## Required work:
Word for word, transcribe the records that follow.

---- Extracted data

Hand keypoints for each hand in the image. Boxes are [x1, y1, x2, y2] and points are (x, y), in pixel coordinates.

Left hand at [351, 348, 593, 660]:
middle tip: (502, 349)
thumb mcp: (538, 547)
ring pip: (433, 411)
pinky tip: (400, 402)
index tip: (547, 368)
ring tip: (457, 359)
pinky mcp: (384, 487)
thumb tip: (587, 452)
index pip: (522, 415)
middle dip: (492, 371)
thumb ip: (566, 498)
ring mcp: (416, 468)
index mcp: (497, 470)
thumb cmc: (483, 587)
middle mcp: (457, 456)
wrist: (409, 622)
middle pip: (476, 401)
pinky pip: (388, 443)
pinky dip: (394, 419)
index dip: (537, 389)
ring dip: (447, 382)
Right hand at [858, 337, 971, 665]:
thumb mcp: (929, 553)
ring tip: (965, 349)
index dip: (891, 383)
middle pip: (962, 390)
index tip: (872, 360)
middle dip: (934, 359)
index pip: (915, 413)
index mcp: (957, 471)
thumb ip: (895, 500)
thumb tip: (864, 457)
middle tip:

--------

## Completed exercise:
Hand keypoints for each hand in the image. Boxes are [x1, y1, x2, y2] and points are (x, y), in pixel coordinates.

Left hand at [351, 348, 593, 660]:
middle tip: (502, 349)
thumb mcp: (538, 547)
ring pip: (433, 411)
pinky tip: (400, 402)
index tip: (547, 368)
ring tip: (457, 359)
pinky mcp: (384, 487)
thumb tip: (587, 452)
index pip: (522, 415)
middle dip: (492, 371)
thumb ip: (566, 498)
ring mcp: (416, 468)
index mcp: (497, 470)
thumb cmc: (483, 587)
middle mcp: (457, 456)
wrist: (409, 622)
middle pip: (476, 401)
pinky pip: (388, 443)
pinky dip: (394, 419)
index dip: (537, 389)
ring dip: (447, 382)
Right hand at [858, 337, 971, 665]:
thumb mcp: (929, 553)
ring tip: (965, 349)
index dip: (891, 383)
middle pip: (962, 390)
index tip: (872, 360)
middle dip: (934, 359)
index pip: (915, 413)
index mcp: (957, 471)
thumb ip: (895, 500)
thumb tip: (864, 457)
middle tip:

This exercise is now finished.